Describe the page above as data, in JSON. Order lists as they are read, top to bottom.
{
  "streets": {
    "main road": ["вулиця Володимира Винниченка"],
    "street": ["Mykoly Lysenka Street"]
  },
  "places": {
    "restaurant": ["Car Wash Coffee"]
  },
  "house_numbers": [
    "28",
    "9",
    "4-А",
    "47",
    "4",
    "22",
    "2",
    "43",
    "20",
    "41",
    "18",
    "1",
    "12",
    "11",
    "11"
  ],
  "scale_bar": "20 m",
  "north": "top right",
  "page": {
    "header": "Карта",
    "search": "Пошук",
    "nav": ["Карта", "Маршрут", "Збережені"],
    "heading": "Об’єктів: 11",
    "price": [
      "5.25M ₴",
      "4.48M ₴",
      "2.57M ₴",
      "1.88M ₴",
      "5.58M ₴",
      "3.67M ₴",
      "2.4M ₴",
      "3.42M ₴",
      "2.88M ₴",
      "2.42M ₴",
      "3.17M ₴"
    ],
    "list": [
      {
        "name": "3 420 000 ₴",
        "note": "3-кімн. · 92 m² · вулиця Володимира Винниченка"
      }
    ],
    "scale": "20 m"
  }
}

▸ Your assignment
Each entry should be duplicated exactly as it was given.

▸ Solution to this exercise
Describe the page above as data, in JSON. Order lists as they are read, top to bottom.
{
  "streets": {
    "main road": ["вулиця Володимира Винниченка"],
    "street": ["Mykoly Lysenka Street"]
  },
  "places": {
    "restaurant": ["Car Wash Coffee"]
  },
  "house_numbers": [
    "28",
    "9",
    "4-А",
    "47",
    "4",
    "22",
    "2",
    "43",
    "20",
    "41",
    "18",
    "1",
    "12",
    "11",
    "11"
  ],
  "scale_bar": "20 m",
  "north": "top right",
  "page": {
    "header": "Карта",
    "search": "Пошук",
    "nav": ["Карта", "Маршрут", "Збережені"],
    "heading": "Об’єктів: 11",
    "price": [
      "5.25M ₴",
      "4.48M ₴",
      "2.57M ₴",
      "1.88M ₴",
      "5.58M ₴",
      "3.67M ₴",
      "2.4M ₴",
      "3.42M ₴",
      "2.88M ₴",
      "2.42M ₴",
      "3.17M ₴"
    ],
    "list": [
      {
        "name": "3 420 000 ₴",
        "note": "3-кімн. · 92 m² · вулиця Володимира Винниченка"
      }
    ],
    "scale": "20 m"
  }
}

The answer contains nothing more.